Although sword reeds were considered by many as a troublesome plant, Ai Hui knew that wasn't the case.
After three years in the Wilderness, Ai Hui considered himself a fledgling botanologist. It was only a pity that he wasn't a wood elemental; otherwise, he felt he'd have much better future prospects than with his current affinity for the metal element.
His backpack was filled with an assortment of objects: animal bones, pelts, seeds, and colorful stones. These were the spoils of war and savings he'd obtained during his three years in the Wilderness. Most of these he had collected himself, while some had been given to him by other elementalists as rewards or as handouts because they were considered useless by their previous owners.
Ai Hui guarded them closely. No matter what, he never allowed himself to lose his backpack.
From his satchel, he took out a small, red bottle containing a kind of fire poison called Flaming Timbre that he had personally concocted.

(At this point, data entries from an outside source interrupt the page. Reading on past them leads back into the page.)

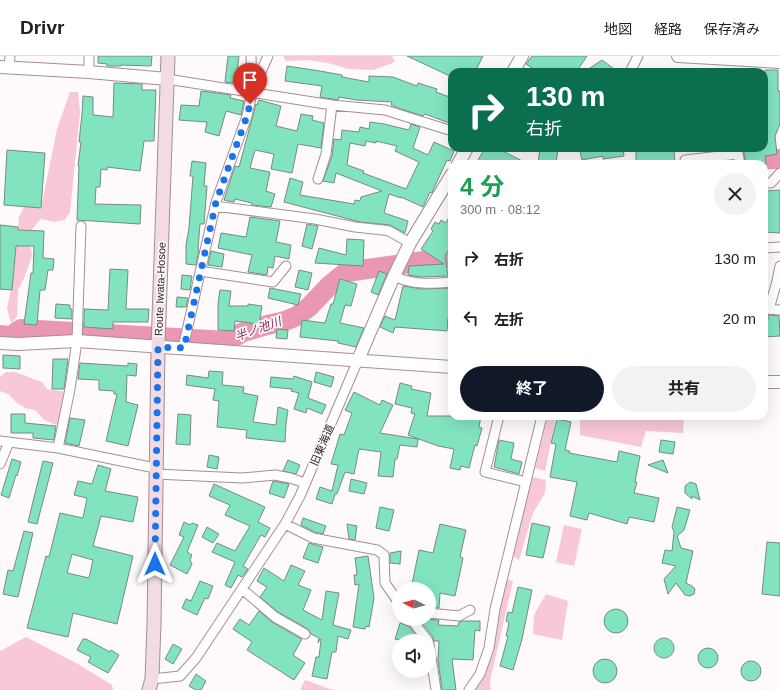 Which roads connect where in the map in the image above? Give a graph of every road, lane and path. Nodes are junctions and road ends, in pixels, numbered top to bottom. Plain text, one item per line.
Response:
1 (89, 56) edge
2 (168, 56) edge
3 (252, 56) edge
4 (268, 56) edge
5 (522, 56) edge
6 (638, 56) edge
7 (678, 56) edge
8 (780, 62) edge
9 (6, 63) edge
10 (514, 68) edge
11 (632, 68) edge
12 (88, 72) junction
13 (167, 79) junction
14 (252, 93) junction
15 (332, 105) junction
16 (448, 130) edge
17 (685, 160) dead end
18 (739, 160) edge
19 (780, 173) edge
20 (318, 179) dead end
21 (448, 181) edge
22 (768, 183) edge
23 (214, 206) junction
24 (81, 226) dead end
25 (410, 243) junction
26 (780, 247) edge
27 (768, 248) edge
28 (286, 266) dead end
29 (780, 266) edge
30 (200, 271) junction
31 (394, 276) junction
32 (448, 282) edge
33 (768, 304) edge
34 (768, 309) edge
35 (780, 310) edge
36 (77, 341) junction
37 (0, 343) edge
38 (158, 347) junction
39 (184, 348) junction
40 (358, 360) junction
41 (448, 367) edge
42 (768, 382) edge
43 (780, 382) edge
44 (498, 420) edge
45 (541, 420) edge
46 (4, 442) edge
47 (58, 448) junction
48 (0, 464) edge
49 (155, 471) junction
50 (526, 482) junction
51 (305, 483) junction
52 (285, 524) junction
53 (242, 589) junction
54 (392, 593) edge
55 (470, 610) dead end
56 (436, 614) edge
57 (416, 626) edge
58 (304, 634) dead end
59 (423, 634) edge
60 (434, 678) edge
61 (150, 685) edge
62 (436, 690) edge
63 (469, 690) edge

1 - 12 street
2 - 13 main road, Route Iwata-Hosoe
3 - 14 street
4 - 14 street
5 - 10 street
6 - 11 street
7 - 8 street
9 - 12 street
12 - 13 street
13 - 14 street
13 - 38 main road, Route Iwata-Hosoe
14 - 15 street
14 - 23 street
15 - 16 street
15 - 20 street
17 - 18 street
19 - 22 street
21 - 25 street, 旧東海道
23 - 25 street
23 - 30 street
24 - 36 street
25 - 31 street, 旧東海道
26 - 27 street
28 - 30 street
29 - 33 street
30 - 39 street
31 - 32 street
31 - 40 street, 旧東海道
34 - 35 street
36 - 37 street
36 - 38 street
36 - 47 street
38 - 39 street
38 - 49 main road, Route Iwata-Hosoe
39 - 40 street
40 - 41 street
40 - 51 street, 旧東海道
42 - 43 street
44 - 50 street
45 - 50 street
46 - 47 street
46 - 48 street
47 - 49 street
49 - 51 street
49 - 61 main road, Route Iwata-Hosoe
50 - 63 street
51 - 52 street, 旧東海道
52 - 53 street, 旧東海道
52 - 54 street
53 - 58 street
53 - 61 street, 旧東海道
55 - 56 street
57 - 59 street
60 - 62 street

Its toxicity was not strong enough to be used in combat, but it was an essential item that everyone carried in the Wilderness.
There, the overgrown vegetation could blot out the sun, making many places difficult to access. To set up camp as well, the area had to be cleared away.
Unfortunately, there were countless plant types in the Wilderness that were exceptionally resilient, even more so than sword reeds. Manpower alone could not get rid of them, and they were resistant to ordinary fire. Only a fire poison like Flaming Timbre could dispose of them.
As Ai Hui unstoppered the bottle, a sulfuric smell immediately diffused through the air. He then poured the lava-like Flaming Timbre onto the sword reeds.
As soon as it touched the leaves, the lush green became an ash-gray color that rapidly spread throughout the entire thicket with a visible speed.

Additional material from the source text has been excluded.